## The task
Reproduce, from the lines below, exactly the stretch that begins at the line containing "(media/15.raw) 28 1845 1120 43 im" and ends at the line containing "(を尊重しつつ、地域外のお客様を呼び込み、革新的な技術で明るい未来を予) 246 422", both included.

## Entries supplied
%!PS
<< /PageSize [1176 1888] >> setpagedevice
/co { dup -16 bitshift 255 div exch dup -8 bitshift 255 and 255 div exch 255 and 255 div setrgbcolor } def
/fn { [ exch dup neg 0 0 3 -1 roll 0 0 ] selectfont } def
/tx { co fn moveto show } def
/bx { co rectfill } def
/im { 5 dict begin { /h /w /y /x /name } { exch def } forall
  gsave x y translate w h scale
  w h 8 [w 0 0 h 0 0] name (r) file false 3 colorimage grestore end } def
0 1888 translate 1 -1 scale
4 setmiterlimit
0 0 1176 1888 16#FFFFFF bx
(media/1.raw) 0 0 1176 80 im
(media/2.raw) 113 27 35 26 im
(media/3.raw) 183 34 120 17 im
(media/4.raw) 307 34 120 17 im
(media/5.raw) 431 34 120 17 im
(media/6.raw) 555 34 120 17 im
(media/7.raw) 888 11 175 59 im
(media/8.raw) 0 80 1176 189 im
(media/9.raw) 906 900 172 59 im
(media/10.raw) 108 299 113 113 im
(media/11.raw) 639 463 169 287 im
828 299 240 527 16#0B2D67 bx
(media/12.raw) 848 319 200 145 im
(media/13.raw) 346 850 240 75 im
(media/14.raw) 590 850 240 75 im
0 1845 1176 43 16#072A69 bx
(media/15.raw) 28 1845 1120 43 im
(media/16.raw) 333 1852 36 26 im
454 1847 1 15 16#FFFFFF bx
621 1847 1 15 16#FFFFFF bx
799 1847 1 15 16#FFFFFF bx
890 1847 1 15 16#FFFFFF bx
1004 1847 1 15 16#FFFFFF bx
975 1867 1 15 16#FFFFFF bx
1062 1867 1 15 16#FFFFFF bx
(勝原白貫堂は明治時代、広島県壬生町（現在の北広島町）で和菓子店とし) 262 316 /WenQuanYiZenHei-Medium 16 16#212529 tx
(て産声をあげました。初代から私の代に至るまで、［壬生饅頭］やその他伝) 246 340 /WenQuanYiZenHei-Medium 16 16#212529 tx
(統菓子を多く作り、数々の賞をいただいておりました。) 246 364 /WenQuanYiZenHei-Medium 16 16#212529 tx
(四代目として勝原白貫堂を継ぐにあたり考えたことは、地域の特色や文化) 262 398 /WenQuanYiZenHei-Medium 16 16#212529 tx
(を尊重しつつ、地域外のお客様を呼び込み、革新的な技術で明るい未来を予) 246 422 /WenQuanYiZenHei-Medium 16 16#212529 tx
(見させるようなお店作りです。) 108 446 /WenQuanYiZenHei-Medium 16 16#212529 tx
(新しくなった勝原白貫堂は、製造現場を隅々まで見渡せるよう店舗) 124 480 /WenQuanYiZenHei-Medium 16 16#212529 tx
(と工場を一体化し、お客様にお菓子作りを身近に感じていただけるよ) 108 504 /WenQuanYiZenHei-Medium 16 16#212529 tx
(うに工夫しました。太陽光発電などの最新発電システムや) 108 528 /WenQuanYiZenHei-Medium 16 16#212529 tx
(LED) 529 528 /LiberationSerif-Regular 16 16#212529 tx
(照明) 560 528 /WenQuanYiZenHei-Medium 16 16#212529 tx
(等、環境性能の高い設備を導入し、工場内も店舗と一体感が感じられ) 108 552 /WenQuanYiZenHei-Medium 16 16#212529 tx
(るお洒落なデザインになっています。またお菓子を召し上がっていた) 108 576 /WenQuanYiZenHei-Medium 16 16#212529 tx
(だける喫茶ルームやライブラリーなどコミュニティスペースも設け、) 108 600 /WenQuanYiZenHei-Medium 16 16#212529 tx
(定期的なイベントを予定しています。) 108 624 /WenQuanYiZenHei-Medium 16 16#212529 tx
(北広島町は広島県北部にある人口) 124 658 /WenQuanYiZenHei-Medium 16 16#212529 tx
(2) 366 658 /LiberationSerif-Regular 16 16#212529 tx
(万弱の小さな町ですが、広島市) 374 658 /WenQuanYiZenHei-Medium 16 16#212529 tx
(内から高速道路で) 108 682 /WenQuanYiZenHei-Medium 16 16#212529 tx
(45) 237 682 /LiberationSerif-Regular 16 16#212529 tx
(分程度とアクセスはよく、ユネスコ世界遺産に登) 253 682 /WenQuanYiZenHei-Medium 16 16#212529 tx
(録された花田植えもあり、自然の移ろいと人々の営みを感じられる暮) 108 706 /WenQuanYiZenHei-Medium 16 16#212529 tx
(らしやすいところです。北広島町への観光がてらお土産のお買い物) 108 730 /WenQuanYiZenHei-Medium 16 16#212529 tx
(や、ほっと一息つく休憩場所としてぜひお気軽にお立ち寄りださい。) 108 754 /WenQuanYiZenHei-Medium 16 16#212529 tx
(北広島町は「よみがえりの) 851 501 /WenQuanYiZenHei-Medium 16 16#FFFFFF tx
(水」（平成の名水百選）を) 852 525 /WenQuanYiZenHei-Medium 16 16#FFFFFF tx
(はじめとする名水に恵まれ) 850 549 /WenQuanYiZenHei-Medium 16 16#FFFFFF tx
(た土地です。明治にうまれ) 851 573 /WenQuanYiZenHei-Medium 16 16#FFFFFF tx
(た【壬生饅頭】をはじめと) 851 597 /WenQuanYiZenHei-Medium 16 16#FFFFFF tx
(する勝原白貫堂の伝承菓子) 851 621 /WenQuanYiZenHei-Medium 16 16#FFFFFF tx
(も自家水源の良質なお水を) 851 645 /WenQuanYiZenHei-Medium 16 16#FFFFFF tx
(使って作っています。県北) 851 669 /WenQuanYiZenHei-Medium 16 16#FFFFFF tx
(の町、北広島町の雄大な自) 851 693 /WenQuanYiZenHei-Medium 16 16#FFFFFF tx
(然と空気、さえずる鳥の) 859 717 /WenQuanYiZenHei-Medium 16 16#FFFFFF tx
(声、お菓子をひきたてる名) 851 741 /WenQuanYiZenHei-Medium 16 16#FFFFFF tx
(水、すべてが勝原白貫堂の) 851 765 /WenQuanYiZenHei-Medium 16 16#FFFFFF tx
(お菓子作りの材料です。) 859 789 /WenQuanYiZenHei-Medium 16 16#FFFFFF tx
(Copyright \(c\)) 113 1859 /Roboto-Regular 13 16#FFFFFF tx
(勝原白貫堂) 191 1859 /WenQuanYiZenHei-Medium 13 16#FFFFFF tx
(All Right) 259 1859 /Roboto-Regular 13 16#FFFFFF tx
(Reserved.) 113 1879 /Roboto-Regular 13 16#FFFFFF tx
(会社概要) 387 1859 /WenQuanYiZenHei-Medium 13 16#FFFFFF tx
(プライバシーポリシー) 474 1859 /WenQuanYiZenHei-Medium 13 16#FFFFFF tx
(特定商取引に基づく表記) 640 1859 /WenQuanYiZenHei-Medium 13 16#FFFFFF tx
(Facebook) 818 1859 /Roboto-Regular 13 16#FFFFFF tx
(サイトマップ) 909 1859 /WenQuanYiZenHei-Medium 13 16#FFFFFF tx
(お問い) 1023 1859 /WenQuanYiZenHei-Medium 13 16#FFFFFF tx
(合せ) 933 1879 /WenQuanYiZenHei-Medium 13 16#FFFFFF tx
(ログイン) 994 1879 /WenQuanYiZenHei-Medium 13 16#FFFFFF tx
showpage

## Result of the exercise
(media/15.raw) 28 1845 1120 43 im
(media/16.raw) 333 1852 36 26 im
454 1847 1 15 16#FFFFFF bx
621 1847 1 15 16#FFFFFF bx
799 1847 1 15 16#FFFFFF bx
890 1847 1 15 16#FFFFFF bx
1004 1847 1 15 16#FFFFFF bx
975 1867 1 15 16#FFFFFF bx
1062 1867 1 15 16#FFFFFF bx
(勝原白貫堂は明治時代、広島県壬生町（現在の北広島町）で和菓子店とし) 262 316 /WenQuanYiZenHei-Medium 16 16#212529 tx
(て産声をあげました。初代から私の代に至るまで、［壬生饅頭］やその他伝) 246 340 /WenQuanYiZenHei-Medium 16 16#212529 tx
(統菓子を多く作り、数々の賞をいただいておりました。) 246 364 /WenQuanYiZenHei-Medium 16 16#212529 tx
(四代目として勝原白貫堂を継ぐにあたり考えたことは、地域の特色や文化) 262 398 /WenQuanYiZenHei-Medium 16 16#212529 tx
(を尊重しつつ、地域外のお客様を呼び込み、革新的な技術で明るい未来を予) 246 422 /WenQuanYiZenHei-Medium 16 16#212529 tx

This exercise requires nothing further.